Aside from developments in tom holders and gradually sharper, more precise bearing edges, the toms of the ’60s differed little from those produced in the previous two decades. When rock ’n’ roll began to dominate the airwaves in the late ’60s and early ’70s, larger and louder drums were in demand to compete with the amplified music. As a result, single-headed concert toms, or melodic toms, were designed to provide extra volume and attack. In 1972, Ludwig launched its Octa-Plus outfit, which featured an array of single-headed toms ranging in size from 6″ to 16″. These melodic toms were popular with many drummers and can be heard on numerous recordings.

The legendary studio drummer Hal Blaine played a custom-made fiberglass version of the Octa-Plus, known as the Monster Kit, on many hits, including Paul Revere and the Raiders’ “Indian Reservation,” which features extended triplet tom fills. Other notable drummers, like Carmine Appice, Keith Moon, Karen Carpenter, Kenney Jones, and Nigel Olsson, played concert-tom setups during that era.

The ’70s also spawned some bizarre tom designs, like North Drums’ horn-shaped fiberglass models. North claimed these odd-looking, single-headed toms projected like horn-loaded speakers, producing increased volume, separation, and depth of tone.

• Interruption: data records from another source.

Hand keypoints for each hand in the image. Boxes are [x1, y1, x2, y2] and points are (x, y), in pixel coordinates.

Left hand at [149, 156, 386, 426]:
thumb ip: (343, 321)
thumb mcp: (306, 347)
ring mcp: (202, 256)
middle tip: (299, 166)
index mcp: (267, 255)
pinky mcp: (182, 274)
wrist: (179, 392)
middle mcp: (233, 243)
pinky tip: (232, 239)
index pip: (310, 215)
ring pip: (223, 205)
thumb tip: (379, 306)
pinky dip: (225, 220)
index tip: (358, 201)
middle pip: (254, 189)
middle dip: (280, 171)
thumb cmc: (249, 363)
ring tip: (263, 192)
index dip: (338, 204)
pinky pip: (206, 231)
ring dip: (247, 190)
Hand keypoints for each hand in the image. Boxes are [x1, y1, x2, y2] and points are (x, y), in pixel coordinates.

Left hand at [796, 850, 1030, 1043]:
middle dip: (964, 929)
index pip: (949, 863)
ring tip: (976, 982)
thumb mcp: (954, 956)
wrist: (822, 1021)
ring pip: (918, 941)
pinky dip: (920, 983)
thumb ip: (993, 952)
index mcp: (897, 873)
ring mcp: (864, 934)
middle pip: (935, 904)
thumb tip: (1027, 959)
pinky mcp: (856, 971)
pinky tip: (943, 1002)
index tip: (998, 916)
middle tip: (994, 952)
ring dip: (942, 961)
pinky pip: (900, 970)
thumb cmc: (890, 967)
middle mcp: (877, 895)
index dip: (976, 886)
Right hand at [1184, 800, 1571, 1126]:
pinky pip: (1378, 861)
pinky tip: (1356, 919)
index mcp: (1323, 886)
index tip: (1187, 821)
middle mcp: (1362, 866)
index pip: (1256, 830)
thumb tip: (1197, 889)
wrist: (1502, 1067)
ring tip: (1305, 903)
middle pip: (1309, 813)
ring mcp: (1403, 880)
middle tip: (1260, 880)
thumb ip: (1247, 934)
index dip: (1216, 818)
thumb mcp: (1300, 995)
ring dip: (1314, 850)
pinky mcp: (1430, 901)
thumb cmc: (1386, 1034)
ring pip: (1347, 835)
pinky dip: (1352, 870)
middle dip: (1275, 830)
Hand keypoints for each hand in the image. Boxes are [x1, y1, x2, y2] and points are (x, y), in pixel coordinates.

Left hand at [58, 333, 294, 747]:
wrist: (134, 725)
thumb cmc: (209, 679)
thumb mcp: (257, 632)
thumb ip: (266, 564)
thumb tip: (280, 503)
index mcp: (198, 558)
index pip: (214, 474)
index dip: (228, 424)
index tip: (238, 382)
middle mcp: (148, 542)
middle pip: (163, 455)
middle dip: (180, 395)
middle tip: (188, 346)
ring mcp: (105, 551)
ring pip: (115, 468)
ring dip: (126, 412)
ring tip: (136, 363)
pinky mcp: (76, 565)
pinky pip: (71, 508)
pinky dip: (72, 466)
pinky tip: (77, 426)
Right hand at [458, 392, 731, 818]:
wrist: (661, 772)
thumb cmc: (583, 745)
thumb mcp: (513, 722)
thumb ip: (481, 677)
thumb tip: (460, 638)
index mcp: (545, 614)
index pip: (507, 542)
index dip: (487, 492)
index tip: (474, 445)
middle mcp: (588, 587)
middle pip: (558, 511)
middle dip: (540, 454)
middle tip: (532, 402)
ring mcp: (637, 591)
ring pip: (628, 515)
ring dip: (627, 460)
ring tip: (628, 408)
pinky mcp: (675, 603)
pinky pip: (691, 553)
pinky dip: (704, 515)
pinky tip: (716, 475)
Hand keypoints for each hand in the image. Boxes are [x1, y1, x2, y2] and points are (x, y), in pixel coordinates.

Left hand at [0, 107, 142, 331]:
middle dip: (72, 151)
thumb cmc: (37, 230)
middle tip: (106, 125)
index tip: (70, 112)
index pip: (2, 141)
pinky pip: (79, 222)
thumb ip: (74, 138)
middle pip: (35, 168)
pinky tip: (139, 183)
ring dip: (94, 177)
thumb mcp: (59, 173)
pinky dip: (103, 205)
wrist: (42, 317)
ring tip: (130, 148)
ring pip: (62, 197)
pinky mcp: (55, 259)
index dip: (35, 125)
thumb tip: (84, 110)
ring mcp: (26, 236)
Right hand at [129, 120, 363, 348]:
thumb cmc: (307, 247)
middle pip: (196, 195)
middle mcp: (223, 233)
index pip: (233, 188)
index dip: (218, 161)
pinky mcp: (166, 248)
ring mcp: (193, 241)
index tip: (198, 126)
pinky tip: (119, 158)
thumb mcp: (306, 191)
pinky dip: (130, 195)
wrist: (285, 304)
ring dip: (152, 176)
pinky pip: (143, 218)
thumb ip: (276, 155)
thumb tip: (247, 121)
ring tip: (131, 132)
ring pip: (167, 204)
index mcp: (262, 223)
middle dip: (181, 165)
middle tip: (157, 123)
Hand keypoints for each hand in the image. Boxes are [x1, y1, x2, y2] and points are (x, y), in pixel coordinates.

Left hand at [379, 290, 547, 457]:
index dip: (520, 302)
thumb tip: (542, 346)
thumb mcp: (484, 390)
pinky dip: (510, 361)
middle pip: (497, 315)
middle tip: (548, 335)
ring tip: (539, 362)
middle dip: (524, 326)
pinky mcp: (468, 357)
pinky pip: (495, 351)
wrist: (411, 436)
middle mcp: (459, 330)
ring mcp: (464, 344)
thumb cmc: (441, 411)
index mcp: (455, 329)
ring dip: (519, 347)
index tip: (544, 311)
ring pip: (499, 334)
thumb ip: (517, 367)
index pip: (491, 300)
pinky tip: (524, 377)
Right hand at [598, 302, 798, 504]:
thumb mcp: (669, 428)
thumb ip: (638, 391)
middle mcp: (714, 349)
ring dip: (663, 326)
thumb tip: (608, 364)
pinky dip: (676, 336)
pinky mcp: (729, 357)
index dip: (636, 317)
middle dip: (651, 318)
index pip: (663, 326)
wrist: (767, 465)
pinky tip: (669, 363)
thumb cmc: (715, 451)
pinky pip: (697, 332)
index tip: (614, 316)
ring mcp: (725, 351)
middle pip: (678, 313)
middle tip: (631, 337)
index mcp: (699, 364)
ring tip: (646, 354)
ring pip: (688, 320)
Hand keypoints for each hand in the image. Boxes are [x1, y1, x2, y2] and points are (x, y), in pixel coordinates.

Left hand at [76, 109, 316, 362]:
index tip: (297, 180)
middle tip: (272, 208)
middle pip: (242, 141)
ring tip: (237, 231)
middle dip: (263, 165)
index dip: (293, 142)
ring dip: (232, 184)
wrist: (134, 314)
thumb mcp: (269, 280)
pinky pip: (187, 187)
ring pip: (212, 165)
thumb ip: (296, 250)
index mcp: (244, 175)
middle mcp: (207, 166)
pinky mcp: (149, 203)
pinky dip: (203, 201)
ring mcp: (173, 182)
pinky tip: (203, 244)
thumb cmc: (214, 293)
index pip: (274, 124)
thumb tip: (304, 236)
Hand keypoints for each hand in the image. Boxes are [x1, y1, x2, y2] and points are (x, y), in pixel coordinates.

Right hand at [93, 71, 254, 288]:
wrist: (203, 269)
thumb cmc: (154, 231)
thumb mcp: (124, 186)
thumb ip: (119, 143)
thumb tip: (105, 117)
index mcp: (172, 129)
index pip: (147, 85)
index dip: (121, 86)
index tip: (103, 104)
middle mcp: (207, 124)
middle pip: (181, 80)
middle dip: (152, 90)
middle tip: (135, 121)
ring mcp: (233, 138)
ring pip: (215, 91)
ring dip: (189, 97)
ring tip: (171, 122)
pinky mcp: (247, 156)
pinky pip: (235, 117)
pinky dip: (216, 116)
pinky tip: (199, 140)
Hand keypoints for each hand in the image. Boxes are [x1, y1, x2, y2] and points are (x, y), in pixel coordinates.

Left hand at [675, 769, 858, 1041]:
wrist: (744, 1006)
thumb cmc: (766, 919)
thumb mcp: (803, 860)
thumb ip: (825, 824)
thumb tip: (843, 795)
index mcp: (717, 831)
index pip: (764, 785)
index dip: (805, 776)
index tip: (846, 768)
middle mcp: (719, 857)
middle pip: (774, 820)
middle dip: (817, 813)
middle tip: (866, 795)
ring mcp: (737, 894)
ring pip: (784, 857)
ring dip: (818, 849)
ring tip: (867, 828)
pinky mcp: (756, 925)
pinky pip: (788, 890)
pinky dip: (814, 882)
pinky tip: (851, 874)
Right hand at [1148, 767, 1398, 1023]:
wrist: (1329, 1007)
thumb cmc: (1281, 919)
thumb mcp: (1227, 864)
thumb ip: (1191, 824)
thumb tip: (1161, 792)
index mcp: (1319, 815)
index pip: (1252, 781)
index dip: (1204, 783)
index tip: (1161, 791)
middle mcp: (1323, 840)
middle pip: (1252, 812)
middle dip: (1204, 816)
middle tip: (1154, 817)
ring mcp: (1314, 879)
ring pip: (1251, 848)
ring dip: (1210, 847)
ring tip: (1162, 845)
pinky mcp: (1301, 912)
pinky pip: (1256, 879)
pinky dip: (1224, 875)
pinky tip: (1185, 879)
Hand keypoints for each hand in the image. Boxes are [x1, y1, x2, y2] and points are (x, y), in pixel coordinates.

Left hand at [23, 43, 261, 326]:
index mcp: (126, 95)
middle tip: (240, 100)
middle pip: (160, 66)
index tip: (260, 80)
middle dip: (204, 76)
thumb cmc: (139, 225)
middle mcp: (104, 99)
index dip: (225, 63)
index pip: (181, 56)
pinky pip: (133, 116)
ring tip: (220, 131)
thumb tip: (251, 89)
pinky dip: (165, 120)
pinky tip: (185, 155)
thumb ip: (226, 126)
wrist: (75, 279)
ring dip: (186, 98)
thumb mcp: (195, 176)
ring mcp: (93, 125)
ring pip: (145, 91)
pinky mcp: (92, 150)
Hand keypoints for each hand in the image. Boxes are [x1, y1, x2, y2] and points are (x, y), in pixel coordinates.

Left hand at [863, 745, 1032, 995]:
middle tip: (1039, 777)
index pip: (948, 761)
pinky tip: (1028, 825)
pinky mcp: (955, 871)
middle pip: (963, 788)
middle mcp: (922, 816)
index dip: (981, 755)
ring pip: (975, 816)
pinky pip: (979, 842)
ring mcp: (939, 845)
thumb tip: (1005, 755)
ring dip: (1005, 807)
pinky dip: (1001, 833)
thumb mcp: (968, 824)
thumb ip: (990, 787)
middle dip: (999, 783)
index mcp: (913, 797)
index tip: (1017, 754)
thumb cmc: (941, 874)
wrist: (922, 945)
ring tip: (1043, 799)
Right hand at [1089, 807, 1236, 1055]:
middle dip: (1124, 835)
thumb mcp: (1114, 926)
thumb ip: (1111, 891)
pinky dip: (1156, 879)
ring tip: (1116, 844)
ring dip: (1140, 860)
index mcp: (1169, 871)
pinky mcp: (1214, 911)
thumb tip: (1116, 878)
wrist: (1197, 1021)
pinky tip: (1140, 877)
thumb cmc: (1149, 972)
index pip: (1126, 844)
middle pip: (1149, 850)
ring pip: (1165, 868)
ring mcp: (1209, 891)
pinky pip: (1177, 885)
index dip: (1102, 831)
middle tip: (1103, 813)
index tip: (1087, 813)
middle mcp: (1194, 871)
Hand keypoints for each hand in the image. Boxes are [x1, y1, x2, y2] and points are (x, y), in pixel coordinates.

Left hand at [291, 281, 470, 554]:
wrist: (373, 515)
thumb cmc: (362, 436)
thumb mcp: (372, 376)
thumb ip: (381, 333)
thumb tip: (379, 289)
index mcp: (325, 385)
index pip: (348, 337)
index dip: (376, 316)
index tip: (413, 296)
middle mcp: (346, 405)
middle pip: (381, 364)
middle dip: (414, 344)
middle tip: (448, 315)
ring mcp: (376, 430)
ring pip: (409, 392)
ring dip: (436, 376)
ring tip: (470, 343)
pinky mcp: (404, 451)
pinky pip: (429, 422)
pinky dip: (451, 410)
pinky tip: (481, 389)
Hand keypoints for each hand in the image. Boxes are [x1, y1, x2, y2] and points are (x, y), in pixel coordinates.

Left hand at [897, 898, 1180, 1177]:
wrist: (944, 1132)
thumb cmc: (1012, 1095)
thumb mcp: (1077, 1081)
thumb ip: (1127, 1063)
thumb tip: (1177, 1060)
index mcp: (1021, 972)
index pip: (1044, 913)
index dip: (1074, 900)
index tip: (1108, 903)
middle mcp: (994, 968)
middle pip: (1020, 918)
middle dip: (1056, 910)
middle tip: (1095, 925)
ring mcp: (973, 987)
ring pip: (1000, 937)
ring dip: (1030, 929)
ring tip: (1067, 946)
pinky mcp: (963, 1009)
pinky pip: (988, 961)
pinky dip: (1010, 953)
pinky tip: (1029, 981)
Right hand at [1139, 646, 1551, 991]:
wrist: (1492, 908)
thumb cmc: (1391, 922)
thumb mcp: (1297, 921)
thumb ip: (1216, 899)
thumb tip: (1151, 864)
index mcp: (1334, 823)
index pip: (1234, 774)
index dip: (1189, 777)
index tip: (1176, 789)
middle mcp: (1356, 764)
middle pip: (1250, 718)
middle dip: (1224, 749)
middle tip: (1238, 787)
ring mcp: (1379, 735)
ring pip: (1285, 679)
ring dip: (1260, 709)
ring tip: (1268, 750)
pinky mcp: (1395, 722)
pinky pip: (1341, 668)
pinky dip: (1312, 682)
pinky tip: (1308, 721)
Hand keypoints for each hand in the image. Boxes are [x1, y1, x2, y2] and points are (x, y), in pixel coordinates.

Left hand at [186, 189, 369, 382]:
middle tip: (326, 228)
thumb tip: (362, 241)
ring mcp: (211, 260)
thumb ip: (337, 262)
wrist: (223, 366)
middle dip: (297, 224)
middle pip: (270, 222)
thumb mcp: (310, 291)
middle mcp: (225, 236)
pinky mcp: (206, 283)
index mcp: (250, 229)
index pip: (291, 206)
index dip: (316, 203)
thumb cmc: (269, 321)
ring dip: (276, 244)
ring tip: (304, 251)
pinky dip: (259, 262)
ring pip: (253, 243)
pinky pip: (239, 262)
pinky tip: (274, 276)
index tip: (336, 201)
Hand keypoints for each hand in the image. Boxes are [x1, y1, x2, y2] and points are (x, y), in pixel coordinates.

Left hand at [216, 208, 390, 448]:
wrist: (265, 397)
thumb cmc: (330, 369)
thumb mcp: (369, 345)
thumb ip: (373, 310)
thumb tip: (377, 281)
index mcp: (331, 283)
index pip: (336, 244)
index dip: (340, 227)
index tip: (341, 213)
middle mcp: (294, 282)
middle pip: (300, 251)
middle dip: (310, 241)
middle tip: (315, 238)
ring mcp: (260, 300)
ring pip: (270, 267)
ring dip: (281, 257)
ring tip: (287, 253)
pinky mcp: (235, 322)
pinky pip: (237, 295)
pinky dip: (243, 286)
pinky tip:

A typical North tom had a 10″ batter head and a bottom bell measurement of 15″.

Power Toms and a Return to the Classics

By the ’90s, the concert tom was on its way out, as drum design was changing to bigger, deeper toms that challenged existing industry standards. Most American, European, and Japanese manufacturers began producing these “power” toms with lower diameter-to-depth ratios. Sizes like 10×11, 12×13, and 13×14 would become popular.

By the late ’90s, drum designs, especially in terms of toms, had come full circle. Traditional sizes and designs of the ’50s and ’60s were regaining popularity, and the nostalgia-driven movement toward old-school drums inspired Slingerland to produce the Legends Signature series, which featured drums similar to those played by Gene Krupa and Buddy Rich.

The twenty-first century has seen even more interest in vintage-style sounds. Around 2005, Ludwig introduced the Legacy series, which features classic 3-ply shells. Gretsch recently released the Brooklyn series, which is a throwback to the thin 6-ply toms with no reinforcing rings the company used in the ’60s. And custom shops like C&C, GMS, and RBH offer their own takes on classic tom shell designs.

From its humble beginnings in the ’20s, the drumset tom-tom has undergone numerous changes, makeovers, and reinventions. Its early role as a special effect has transformed into an essential element of nearly every drummer’s setup.